AIM OF THE EXERCISE
Go through the data below line by line and count those containing the word "thumb". Reply with the count only.

Keypoint coordinate data

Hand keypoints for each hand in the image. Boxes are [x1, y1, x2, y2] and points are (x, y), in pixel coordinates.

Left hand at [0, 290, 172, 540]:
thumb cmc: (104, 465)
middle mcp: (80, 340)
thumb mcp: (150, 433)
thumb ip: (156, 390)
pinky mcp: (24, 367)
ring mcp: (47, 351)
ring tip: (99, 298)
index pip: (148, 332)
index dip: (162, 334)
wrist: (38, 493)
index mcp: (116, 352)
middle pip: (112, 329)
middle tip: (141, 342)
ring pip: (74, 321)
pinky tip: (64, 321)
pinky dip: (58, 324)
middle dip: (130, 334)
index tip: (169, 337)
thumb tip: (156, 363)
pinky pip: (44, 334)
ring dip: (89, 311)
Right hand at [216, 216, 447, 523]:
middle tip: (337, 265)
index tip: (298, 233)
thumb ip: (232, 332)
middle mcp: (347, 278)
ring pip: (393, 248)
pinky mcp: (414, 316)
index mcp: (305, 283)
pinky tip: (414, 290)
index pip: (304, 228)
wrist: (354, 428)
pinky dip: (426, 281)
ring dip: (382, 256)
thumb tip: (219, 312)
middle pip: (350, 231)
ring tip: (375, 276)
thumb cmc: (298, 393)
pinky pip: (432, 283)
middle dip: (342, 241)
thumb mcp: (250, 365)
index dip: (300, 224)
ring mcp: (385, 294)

...

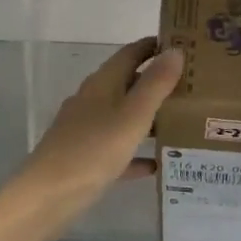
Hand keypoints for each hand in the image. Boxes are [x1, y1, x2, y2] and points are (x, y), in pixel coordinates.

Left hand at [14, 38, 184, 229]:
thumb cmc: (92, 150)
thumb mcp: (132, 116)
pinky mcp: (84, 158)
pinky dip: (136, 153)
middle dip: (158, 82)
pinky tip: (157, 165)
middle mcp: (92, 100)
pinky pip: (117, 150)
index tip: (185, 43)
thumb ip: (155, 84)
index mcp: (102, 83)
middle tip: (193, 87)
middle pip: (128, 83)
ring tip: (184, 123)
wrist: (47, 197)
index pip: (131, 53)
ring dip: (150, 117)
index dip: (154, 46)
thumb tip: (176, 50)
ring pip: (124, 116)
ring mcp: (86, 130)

SOLUTION TO THE EXERCISE
12